The true story of the two Washington Post journalists who opened Pandora's box with the Watergate investigation is more than a simple historical reconstruction; it is an ode to investigative journalism, a meticulous exploration of the craft which, with its stubborn pursuit of truth, serves as the last bulwark against the arrogance of power. The story begins in 1972 with the arrest of 5 men who had entered the Democratic Party headquarters, an event initially dismissed as "a third-rate burglary." From here begins a tight whirlwind of events, an escalation that, amidst wiretaps, red herrings, and a growing sense of menace, culminates with President Nixon's resignation, in a sequence of events that, though known to the viewer, maintains an inescapable tension thanks to the narrative approach.

Redford is masterful as Bob Woodward, immersing himself in the reporter's cool and methodical determination with a measured yet incisive performance, and alongside him an equally inspired Dustin Hoffman, who imbues the rebellious and more instinctive Carl Bernstein with a contagious energy. Their on-screen chemistry is the pulsating engine of the film, a professional partnership that becomes the emotional core of a plot otherwise focused on facts and procedures. But it is Pakula at the helm who weaves the fabric of this extraordinary work. His hand is invisible and yet omnipresent: with skillful use of shadows, silences, long shots that isolate characters in vast and menacing offices, and close-ups that capture their anguish, he creates an atmosphere of growing paranoia. The Washington Post newsroom almost becomes a character in itself, a labyrinth of desks and telephones, a bustling beehive of incessant and vital activity, transforming the act of typing on a typewriter or making a phone call into a gesture of epic rebellion.

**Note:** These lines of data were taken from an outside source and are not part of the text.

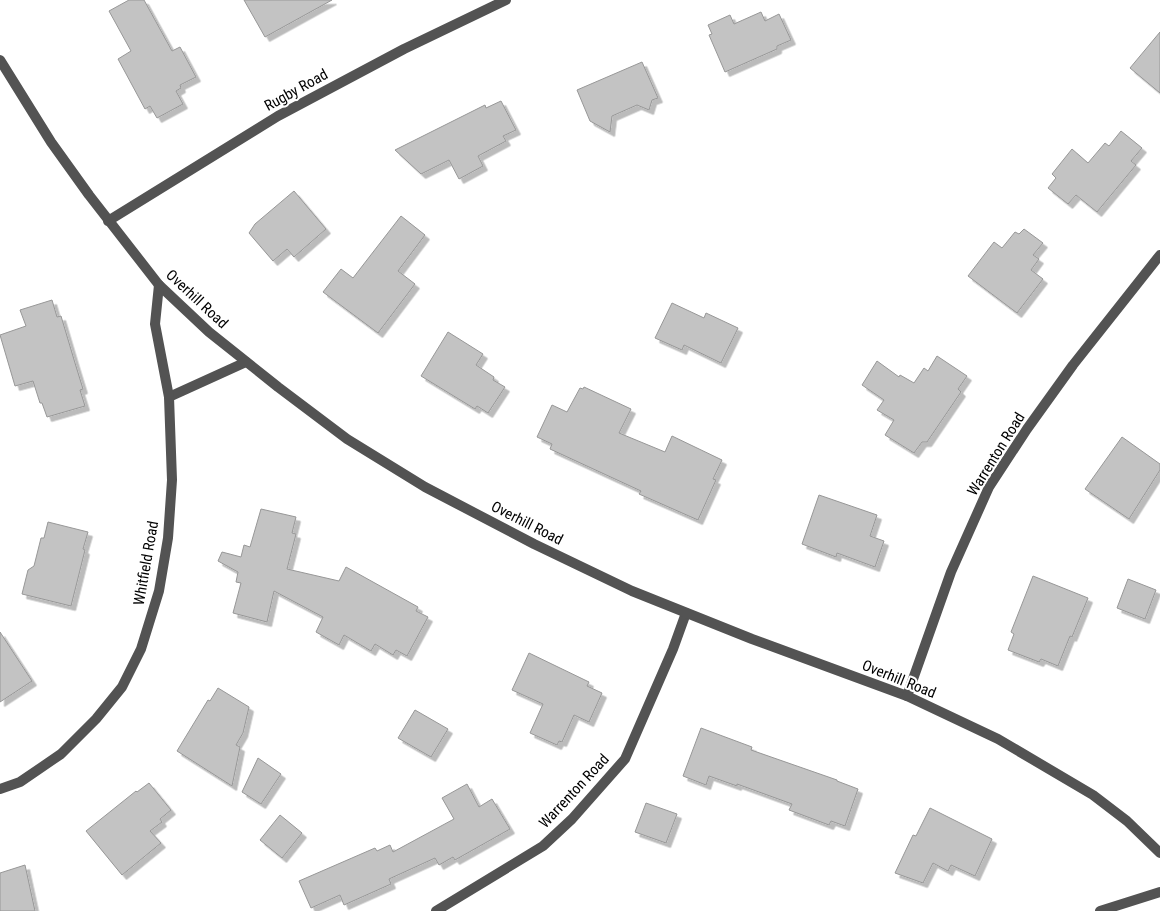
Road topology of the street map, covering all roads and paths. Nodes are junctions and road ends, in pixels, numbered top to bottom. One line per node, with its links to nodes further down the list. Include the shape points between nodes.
1 (506, 0): 3 (street, Rugby Road, via 404,49 278,116)
2 (0, 60): 3 (street, Overhill Road, via 51,142)
3 (108, 221): 5 (street, Overhill Road)
4 (1160, 255): 9 (street, Warrenton Road, via 1073,365 989,487 951,572)
5 (159, 285): 6 (street, Overhill Road, via 208,332); 7 (street, Whitfield Road, via 155,324)
6 (246, 362): 7 (street); 8 (street, Overhill Road, via 347,439 425,487 534,544)
7 (169, 397): 10 (street, Whitfield Road, via 172,480 168,538 159,591 141,649 122,686 96,719 61,754 20,782)
8 (686, 613): 9 (street, Overhill Road); 13 (street, Warrenton Road, via 625,759 572,819 543,846)
9 (907, 696): 11 (street, Overhill Road, via 998,739 1052,769 1127,821)
10 (0, 789)
11 (1160, 853)
12 (1160, 892): 14 (street)
13 (436, 911)
14 (1100, 911)

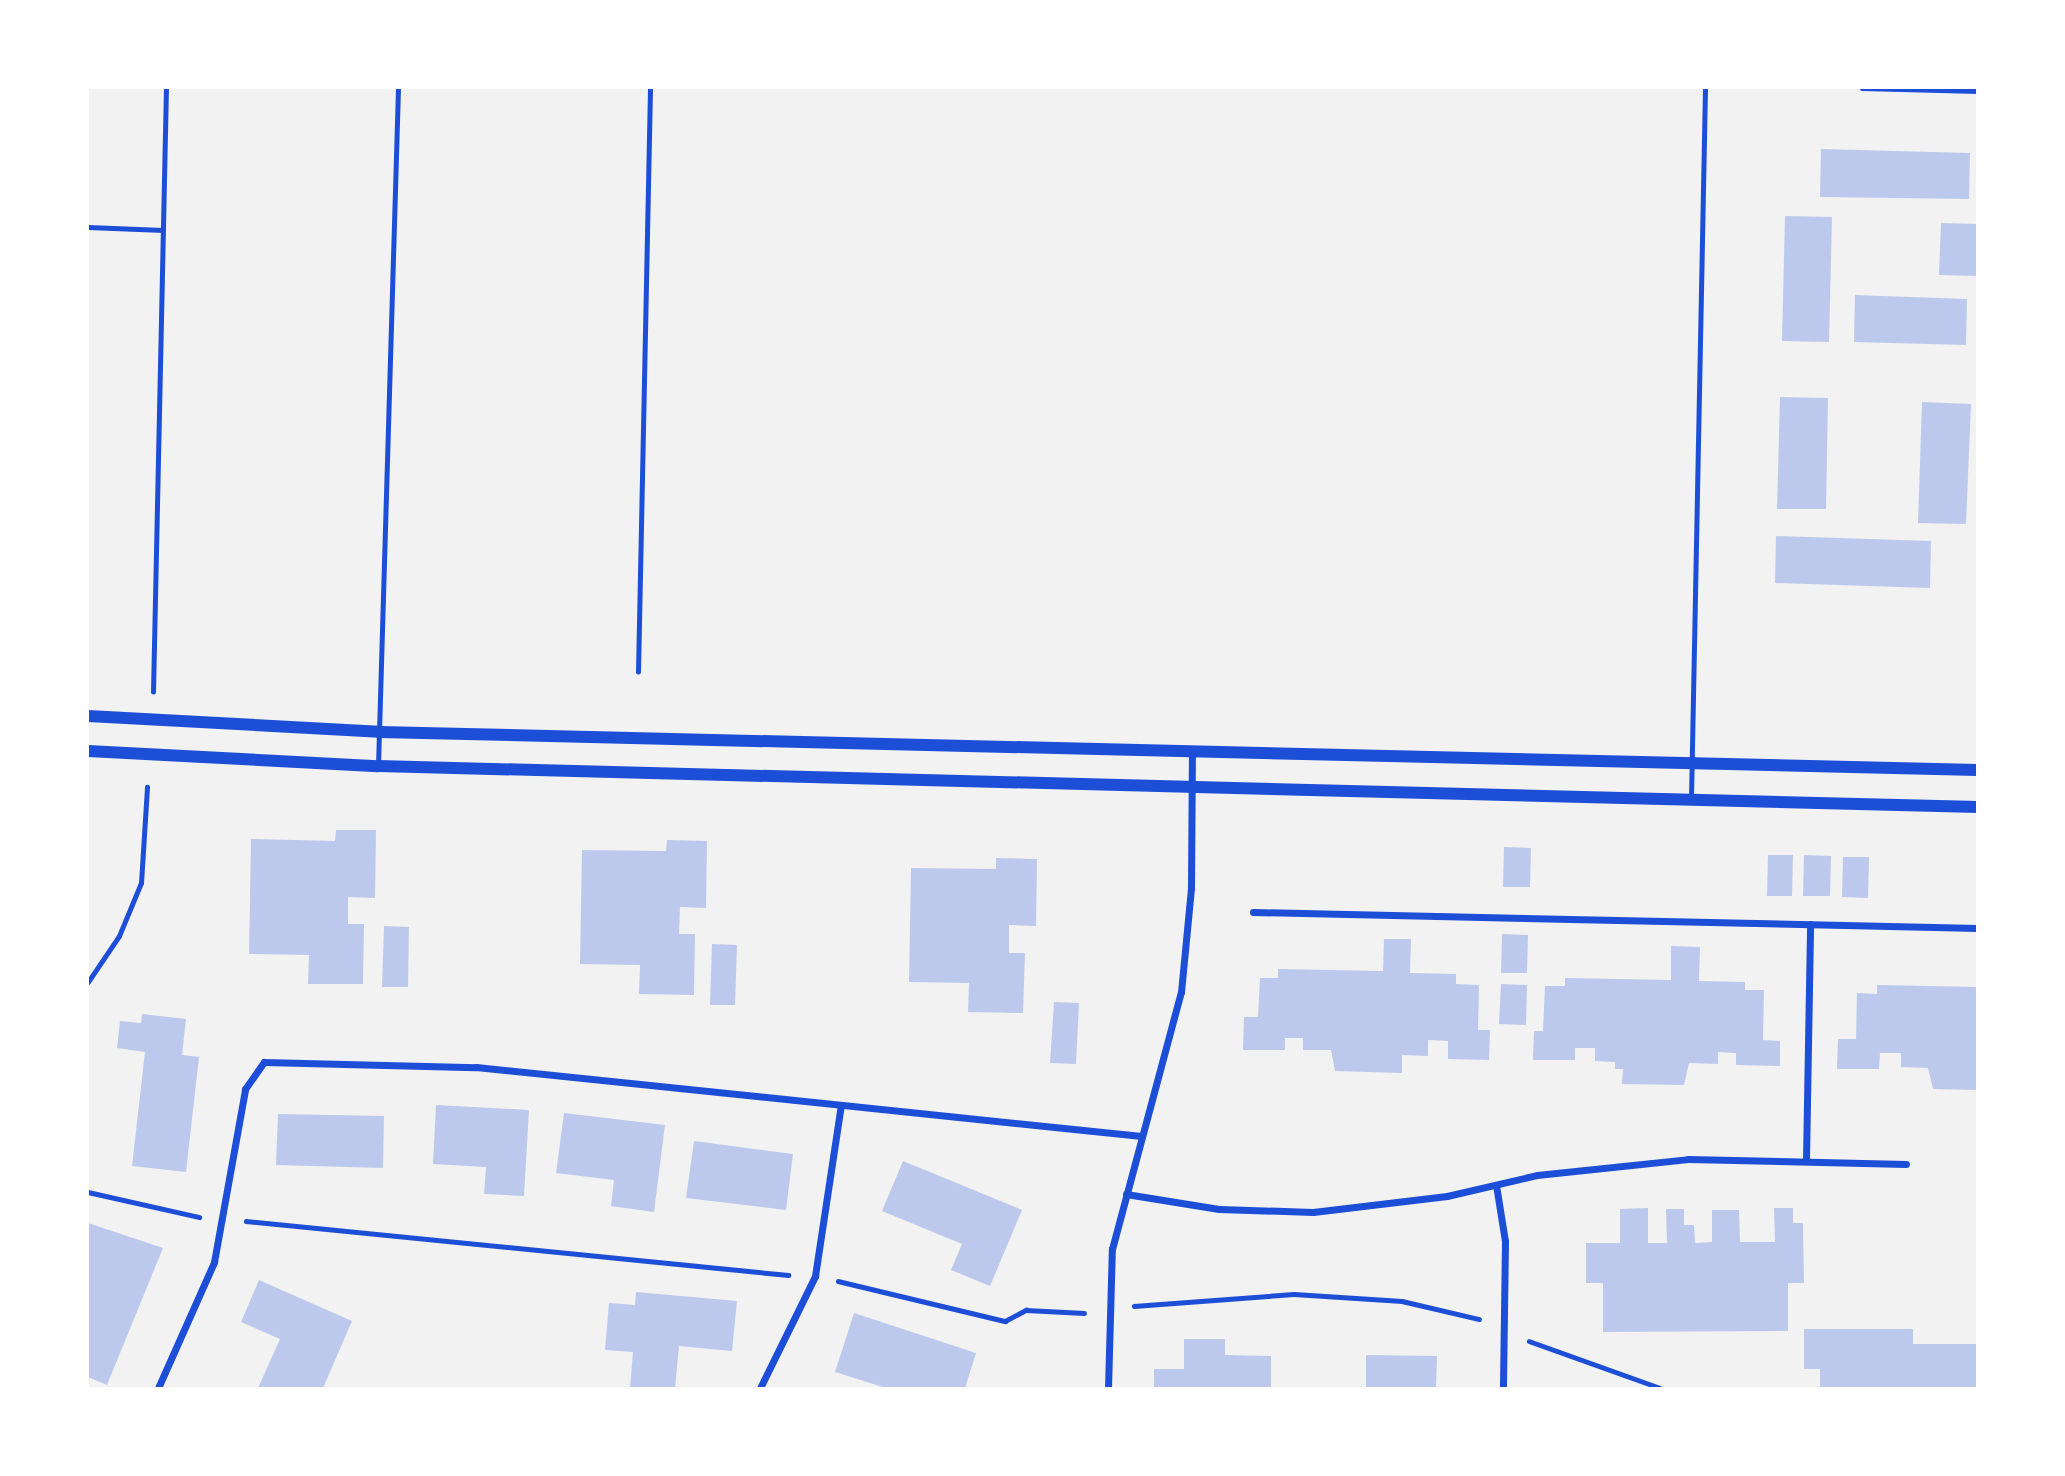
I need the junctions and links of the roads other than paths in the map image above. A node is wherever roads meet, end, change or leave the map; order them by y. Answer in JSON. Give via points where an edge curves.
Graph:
{"nodes":[{"id":1,"x":398,"y":88,"type":"edge"},
{"id":2,"x":1705,"y":88,"type":"edge"},
{"id":3,"x":88,"y":716,"type":"edge"},
{"id":4,"x":379,"y":732,"type":"junction"},
{"id":5,"x":88,"y":751,"type":"edge"},
{"id":6,"x":1192,"y":752,"type":"junction"},
{"id":7,"x":1691,"y":764,"type":"junction"},
{"id":8,"x":378,"y":766,"type":"junction"},
{"id":9,"x":1978,"y":771,"type":"edge"},
{"id":10,"x":1192,"y":786,"type":"junction"},
{"id":11,"x":1691,"y":798,"type":"junction"},
{"id":12,"x":1978,"y":807,"type":"edge"},
{"id":13,"x":1253,"y":912,"type":"dead end"},
{"id":14,"x":1810,"y":924,"type":"junction"},
{"id":15,"x":1978,"y":928,"type":"edge"},
{"id":16,"x":842,"y":1105,"type":"junction"},
{"id":17,"x":1140,"y":1136,"type":"junction"},
{"id":18,"x":1806,"y":1160,"type":"junction"},
{"id":19,"x":1906,"y":1164,"type":"dead end"},
{"id":20,"x":1496,"y":1185,"type":"junction"},
{"id":21,"x":1126,"y":1194,"type":"junction"},
{"id":22,"x":158,"y":1388,"type":"edge"},
{"id":23,"x":760,"y":1388,"type":"edge"},
{"id":24,"x":1108,"y":1388,"type":"edge"},
{"id":25,"x":1503,"y":1388,"type":"edge"}],
"edges":[{"from":1,"to":4,"type":"lane"},
{"from":2,"to":7,"type":"lane"},
{"from":3,"to":4,"type":"street"},
{"from":4,"to":6,"type":"street"},
{"from":4,"to":8,"type":"lane"},
{"from":5,"to":8,"type":"street"},
{"from":6,"to":7,"type":"street"},
{"from":6,"to":10,"type":"street"},
{"from":7,"to":9,"type":"street"},
{"from":7,"to":11,"type":"lane"},
{"from":8,"to":10,"type":"street"},
{"from":10,"to":11,"type":"street"},
{"from":10,"to":17,"type":"street","via":[[1181,992]]},
{"from":11,"to":12,"type":"street"},
{"from":13,"to":14,"type":"street"},
{"from":14,"to":15,"type":"street"},
{"from":14,"to":18,"type":"street"},
{"from":16,"to":17,"type":"street"},
{"from":16,"to":22,"type":"street","via":[[476,1067],[264,1062],[245,1089],[225,1219],[189,1327]]},
{"from":16,"to":23,"type":"street","via":[[815,1276]]},
{"from":17,"to":21,"type":"street"},
{"from":18,"to":19,"type":"street"},
{"from":18,"to":20,"type":"street","via":[[1688,1159]]},
{"from":20,"to":21,"type":"street","via":[[1312,1212],[1219,1209]]},
{"from":20,"to":25,"type":"street","via":[[1505,1241]]},
{"from":21,"to":24,"type":"street","via":[[1112,1249]]}]}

A film that devours the chronicle, reshaping it into a compelling flow of events, distilling the complexity of thousands of pages of investigation into a relentless pace, without ever sacrificing the veracity of the events. Pakula centers the film on Bob Woodward and Carl Bernstein's books, "All the President's Men" and "The Final Days," filtered through William Goldman's screenplay. Goldman's genius is truly intelligent in assembling the two points of view, keeping the narrative focused on the investigative process, on the "how" rather than the "what," and on the tenacity of the two journalists, without adopting privileged perspectives or yielding to didacticism. His writing, essential yet dense, avoids any heroic rhetoric, emphasizing the toil, frustration, and dangers intrinsic to the search for truth.

The result is an audaciously sharp vision of a reality in decay, a privileged and objective viewpoint on one of the events that marked the history of the United States. The effect is almost documentary-like in its procedural fidelity, yet the tension is that of a classic thriller, which keeps the viewer glued to the screen despite the final outcome already being written in history. All the President's Men is not only a cinematic monument to a crucial moment in American history; it is an enduring warning about the importance of democratic transparency and the power of the press as a sentinel of freedom. Its relevance, in an era of "fake news" and political polarization, is more glaring than ever today, confirming it as an essential classic, capable of transcending its specific historical context to become a universal reflection on the ethics of power and civic responsibility.